Dennoch hat § 10 im Hinblick auf die Normadressaten einen von Art. 17 MAR abweichenden Anwendungsbereich. Während nach der MAR nur Emittenten und damit bestehende Kapitalmarktteilnehmer zur Publizität verpflichtet sind, trifft nach § 10 jeden Bieter diese Pflicht unabhängig davon, ob dessen Anteile an einem organisierten Markt gehandelt werden (im Einzelnen zum Verhältnis zu Art. 17 MAR und dem Insiderrecht gemäß Art. 7 ff. MAR siehe Rn. 50 ff. und 62 ff. ).
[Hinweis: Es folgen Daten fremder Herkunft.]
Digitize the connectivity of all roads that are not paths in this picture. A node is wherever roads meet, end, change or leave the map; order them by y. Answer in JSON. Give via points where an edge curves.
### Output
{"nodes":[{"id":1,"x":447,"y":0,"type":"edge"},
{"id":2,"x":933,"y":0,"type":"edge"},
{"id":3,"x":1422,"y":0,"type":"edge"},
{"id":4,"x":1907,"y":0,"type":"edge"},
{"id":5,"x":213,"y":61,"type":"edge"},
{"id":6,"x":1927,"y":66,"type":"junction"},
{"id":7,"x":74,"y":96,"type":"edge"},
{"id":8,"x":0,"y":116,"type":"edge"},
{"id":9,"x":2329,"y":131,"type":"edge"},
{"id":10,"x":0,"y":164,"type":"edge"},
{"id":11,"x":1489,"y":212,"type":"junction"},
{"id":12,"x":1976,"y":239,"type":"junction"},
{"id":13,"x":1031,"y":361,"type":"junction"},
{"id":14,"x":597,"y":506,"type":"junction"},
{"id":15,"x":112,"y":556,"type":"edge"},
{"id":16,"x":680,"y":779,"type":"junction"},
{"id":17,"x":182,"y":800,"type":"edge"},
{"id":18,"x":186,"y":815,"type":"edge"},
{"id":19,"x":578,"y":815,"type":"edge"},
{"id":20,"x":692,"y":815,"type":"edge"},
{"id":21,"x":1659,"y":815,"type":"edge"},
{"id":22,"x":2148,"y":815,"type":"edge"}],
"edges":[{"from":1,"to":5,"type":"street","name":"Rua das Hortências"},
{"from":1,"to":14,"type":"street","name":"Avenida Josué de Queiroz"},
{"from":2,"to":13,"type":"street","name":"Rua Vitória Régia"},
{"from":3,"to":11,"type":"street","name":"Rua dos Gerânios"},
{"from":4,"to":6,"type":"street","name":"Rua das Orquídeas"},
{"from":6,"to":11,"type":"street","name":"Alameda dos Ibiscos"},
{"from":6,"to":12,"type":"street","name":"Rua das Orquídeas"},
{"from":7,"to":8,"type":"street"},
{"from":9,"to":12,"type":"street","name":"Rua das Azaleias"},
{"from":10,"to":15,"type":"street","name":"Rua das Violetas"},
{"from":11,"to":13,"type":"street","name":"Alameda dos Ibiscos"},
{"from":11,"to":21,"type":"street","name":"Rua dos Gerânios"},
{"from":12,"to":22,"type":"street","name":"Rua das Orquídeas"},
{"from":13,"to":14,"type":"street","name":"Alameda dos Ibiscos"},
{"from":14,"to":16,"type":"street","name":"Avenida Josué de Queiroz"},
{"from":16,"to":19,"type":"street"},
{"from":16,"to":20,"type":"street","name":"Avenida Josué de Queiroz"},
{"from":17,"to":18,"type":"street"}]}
Sowohl der Begriff des Emittenten als auch der Begriff des Bieters sind aber rechtsformunspezifisch, sodass sich allein aus dem Unterschied der Normadressaten keine Auslegungshinweise für die übrigen Tatbestandsmerkmale der beiden Normen ergeben.
§ 10 ist – mit Ausnahme des Abs. 5 – keine Ausprägung des Transparenzgebots aus § 3 Abs. 2, sondern vielmehr des Marktverzerrungsverbots aus § 3 Abs. 5. Geschützt werden nicht (nur) die Wertpapierinhaber der Zielgesellschaft als von der Allgemeinheit abgrenzbare Personengruppe, sondern alle am Kapitalmarkt agierenden Personen. § 10 Abs. 1 Satz 3 erwähnt ausdrücklich den Schutz vor Marktverzerrungen. Diese Differenzierung ist bedeutsam für die Frage, ob und inwieweit § 10 Schutzgesetz im Sinne des § 823 Abs. 2 BGB sein kann (dazu Rn. 86).